Simple tag scenario multiple adding of rewards for adversaries agents
GoingMyWay opened this issue · 0 comments
GoingMyWay commented
def step(self, action_n):
...
reward_n = []
...
for agent in self.agents:
...
reward_n.append(self._get_reward(agent))
...
# all agents get total reward in cooperative case
reward = np.sum(reward_n)
if self.shared_reward: # simple tag is not shared reward
reward_n = [reward] * self.n
return ... reward_n, ...
For each agent, it will calculate its corresponding rewards.
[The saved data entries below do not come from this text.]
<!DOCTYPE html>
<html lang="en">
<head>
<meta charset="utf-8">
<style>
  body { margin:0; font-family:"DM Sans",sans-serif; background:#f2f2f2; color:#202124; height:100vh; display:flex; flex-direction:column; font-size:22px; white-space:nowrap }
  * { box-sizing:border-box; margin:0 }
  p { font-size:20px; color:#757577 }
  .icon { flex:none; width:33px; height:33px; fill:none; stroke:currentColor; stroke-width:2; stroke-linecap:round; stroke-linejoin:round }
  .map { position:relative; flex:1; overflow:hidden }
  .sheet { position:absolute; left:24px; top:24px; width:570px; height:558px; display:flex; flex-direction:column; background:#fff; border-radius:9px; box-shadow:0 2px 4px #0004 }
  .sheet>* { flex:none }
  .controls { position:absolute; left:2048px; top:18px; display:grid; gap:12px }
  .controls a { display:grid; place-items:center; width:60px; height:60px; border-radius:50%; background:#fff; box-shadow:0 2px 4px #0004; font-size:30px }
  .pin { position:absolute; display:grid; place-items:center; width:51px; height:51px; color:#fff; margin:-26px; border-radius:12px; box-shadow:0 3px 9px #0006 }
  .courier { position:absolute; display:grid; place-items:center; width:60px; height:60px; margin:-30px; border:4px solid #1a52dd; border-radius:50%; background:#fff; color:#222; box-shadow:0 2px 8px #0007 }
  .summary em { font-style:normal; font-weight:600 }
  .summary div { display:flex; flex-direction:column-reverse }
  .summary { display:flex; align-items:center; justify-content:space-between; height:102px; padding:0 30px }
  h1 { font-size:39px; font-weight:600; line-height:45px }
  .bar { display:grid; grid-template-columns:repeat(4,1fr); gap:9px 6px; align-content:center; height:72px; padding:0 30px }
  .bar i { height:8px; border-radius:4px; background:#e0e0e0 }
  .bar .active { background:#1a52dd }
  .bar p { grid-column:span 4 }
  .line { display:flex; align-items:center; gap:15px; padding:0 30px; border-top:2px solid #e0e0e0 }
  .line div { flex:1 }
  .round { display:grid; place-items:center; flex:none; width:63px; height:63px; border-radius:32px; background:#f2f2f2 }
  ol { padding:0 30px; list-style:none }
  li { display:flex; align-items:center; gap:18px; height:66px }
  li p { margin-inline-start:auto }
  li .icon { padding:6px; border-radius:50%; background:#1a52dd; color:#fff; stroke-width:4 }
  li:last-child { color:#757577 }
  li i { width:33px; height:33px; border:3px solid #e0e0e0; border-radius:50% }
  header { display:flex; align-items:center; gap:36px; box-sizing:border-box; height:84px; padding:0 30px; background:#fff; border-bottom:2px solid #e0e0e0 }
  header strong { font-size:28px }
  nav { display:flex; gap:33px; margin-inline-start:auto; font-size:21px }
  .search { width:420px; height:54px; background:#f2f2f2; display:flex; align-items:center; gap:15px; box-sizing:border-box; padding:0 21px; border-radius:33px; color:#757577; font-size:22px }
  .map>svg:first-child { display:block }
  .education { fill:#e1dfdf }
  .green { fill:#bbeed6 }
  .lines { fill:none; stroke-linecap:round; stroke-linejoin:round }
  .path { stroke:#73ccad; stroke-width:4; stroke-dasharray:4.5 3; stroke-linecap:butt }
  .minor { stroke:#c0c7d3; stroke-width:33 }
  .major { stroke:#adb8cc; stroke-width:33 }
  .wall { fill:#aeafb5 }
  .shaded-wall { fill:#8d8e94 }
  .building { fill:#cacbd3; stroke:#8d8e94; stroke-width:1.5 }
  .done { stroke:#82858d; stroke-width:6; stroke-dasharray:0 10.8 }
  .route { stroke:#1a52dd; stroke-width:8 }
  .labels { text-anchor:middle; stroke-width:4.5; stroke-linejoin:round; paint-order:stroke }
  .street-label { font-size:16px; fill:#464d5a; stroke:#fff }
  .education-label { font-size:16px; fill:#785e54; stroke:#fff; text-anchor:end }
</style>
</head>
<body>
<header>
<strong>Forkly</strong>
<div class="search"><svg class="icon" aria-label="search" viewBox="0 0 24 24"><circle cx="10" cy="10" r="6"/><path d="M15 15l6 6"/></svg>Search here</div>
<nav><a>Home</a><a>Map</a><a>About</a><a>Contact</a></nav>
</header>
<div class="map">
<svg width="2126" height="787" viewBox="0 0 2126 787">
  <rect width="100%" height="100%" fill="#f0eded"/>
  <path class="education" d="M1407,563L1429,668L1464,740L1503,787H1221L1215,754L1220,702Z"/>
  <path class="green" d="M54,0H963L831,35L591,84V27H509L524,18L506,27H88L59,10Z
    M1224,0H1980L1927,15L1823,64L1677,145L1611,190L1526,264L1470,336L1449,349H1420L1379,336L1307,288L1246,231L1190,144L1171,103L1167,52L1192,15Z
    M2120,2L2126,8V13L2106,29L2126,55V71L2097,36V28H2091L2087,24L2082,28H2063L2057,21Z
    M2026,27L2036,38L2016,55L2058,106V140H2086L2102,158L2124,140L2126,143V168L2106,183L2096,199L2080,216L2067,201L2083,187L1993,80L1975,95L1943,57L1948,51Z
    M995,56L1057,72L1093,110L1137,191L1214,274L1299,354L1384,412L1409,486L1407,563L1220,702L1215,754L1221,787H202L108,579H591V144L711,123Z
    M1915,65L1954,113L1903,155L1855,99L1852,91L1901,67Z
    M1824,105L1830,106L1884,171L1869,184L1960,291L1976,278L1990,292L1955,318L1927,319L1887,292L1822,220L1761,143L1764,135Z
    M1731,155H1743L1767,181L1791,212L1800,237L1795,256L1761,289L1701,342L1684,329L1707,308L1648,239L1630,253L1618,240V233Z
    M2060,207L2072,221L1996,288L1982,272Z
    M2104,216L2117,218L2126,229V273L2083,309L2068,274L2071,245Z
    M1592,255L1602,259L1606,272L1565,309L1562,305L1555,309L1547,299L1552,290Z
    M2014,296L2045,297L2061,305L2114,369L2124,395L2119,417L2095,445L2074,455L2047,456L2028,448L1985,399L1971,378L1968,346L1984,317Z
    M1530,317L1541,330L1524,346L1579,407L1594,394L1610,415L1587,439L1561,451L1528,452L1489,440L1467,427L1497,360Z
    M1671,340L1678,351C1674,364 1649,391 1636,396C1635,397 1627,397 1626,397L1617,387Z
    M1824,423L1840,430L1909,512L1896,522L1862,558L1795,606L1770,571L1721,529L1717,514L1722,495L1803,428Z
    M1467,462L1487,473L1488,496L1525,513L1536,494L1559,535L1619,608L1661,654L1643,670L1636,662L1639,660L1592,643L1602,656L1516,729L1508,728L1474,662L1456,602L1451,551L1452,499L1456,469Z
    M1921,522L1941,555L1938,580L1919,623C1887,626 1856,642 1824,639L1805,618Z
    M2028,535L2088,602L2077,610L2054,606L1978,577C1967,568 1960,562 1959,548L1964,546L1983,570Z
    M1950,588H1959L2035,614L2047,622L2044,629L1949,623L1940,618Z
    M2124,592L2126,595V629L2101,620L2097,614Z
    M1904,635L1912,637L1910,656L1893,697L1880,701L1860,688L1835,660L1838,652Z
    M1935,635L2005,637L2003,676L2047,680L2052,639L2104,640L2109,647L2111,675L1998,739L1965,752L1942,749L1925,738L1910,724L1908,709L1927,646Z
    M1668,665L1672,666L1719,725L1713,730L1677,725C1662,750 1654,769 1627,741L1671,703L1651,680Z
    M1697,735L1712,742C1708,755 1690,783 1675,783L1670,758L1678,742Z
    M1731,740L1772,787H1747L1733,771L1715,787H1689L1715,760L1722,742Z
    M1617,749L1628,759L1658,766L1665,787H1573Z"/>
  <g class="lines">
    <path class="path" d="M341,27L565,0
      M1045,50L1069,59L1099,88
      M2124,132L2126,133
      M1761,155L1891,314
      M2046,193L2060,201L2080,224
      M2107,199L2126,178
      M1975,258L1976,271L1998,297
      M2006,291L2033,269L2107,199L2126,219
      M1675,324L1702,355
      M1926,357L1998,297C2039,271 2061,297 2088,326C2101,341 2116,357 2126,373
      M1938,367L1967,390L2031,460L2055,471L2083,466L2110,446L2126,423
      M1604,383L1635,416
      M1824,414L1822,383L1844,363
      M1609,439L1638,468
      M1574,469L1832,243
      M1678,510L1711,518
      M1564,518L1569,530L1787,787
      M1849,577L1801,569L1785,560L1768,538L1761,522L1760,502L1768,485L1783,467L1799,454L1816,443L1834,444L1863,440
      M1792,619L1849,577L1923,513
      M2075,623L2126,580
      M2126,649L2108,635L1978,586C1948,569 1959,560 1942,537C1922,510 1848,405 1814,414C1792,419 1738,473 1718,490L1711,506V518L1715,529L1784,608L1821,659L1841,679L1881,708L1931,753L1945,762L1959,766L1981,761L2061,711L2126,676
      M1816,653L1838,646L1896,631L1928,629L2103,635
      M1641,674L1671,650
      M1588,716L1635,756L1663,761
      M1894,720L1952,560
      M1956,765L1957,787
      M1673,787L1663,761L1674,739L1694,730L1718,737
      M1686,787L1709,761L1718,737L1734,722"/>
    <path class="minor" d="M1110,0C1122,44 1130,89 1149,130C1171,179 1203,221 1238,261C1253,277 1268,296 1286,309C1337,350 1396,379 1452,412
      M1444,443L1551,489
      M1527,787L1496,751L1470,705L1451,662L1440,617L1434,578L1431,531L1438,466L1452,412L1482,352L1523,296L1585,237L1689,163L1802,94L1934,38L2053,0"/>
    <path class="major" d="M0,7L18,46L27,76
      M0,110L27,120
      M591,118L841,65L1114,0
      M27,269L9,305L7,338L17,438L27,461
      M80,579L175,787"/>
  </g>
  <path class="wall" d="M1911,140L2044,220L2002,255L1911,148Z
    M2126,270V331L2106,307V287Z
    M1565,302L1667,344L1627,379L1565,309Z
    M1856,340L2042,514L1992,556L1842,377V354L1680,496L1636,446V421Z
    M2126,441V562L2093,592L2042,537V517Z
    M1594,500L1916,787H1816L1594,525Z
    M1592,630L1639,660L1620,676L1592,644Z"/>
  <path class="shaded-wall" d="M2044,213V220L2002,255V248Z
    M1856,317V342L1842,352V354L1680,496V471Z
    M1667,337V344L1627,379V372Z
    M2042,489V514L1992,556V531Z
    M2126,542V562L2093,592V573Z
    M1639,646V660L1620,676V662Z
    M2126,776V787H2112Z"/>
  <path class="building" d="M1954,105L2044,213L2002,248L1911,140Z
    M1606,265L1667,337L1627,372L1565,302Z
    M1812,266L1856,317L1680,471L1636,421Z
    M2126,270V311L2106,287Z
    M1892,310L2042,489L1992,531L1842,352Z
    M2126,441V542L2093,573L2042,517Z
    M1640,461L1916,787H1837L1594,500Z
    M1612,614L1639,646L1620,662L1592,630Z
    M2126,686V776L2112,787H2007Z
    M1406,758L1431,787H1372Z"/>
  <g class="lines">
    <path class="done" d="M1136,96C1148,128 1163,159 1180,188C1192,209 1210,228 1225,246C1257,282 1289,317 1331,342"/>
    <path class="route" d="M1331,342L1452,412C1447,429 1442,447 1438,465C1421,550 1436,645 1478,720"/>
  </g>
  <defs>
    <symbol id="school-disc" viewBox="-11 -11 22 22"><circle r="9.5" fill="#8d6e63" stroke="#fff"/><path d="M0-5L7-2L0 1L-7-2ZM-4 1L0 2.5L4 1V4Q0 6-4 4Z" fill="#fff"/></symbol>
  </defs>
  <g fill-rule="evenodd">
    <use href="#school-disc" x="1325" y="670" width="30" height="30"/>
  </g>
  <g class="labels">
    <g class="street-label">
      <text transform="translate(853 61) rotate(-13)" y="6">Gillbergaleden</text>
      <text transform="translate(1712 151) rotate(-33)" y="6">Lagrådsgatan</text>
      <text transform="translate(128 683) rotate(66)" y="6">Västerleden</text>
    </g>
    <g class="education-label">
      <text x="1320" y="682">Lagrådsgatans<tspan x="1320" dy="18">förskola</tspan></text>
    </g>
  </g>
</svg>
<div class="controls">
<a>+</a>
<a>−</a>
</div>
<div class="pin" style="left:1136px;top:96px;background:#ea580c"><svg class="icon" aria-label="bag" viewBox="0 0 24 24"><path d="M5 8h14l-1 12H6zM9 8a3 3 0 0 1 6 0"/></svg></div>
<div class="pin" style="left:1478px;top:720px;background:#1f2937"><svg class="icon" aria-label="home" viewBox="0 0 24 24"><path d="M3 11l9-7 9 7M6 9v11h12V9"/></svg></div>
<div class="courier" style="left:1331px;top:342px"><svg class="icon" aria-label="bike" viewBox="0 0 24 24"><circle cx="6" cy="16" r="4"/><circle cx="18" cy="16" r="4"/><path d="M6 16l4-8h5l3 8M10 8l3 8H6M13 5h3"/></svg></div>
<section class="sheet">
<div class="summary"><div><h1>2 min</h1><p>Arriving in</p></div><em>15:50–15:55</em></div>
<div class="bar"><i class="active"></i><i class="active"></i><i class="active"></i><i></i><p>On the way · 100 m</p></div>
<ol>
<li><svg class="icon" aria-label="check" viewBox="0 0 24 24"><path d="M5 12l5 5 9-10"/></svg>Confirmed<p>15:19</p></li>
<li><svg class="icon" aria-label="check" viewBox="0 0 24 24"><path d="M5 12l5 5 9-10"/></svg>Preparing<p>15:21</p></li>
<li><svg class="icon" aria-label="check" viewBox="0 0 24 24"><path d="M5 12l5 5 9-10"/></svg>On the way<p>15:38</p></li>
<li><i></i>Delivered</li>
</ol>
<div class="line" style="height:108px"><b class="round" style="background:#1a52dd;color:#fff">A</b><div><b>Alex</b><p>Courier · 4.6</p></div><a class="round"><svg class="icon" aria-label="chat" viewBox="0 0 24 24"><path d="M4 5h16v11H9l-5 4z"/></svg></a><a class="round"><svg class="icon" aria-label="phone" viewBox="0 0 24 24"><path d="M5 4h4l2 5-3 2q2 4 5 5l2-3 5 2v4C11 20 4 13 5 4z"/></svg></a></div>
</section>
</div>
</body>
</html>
In the simple_tag.py
def adversary_reward(self, agent, world):
# Adversaries are rewarded for collisions with agents
rew = 0
shape = False
agents = self.good_agents(world)
adversaries = self.adversaries(world)
if shape: # reward can optionally be shaped (decreased reward for increased distance from agents)
for adv in adversaries:
rew -= 0.1 * min([np.sqrt(np.sum(np.square(a.state.p_pos - adv.state.p_pos))) for a in agents])
if agent.collide:
for ag in agents:
for adv in adversaries:
if self.is_collision(ag, adv):
rew += 10
return rew
agent.collide
is always true. If the agent is an adversary agent, the coder iterates all adversary agents. The results in multiple adding of reward for all adversary agents.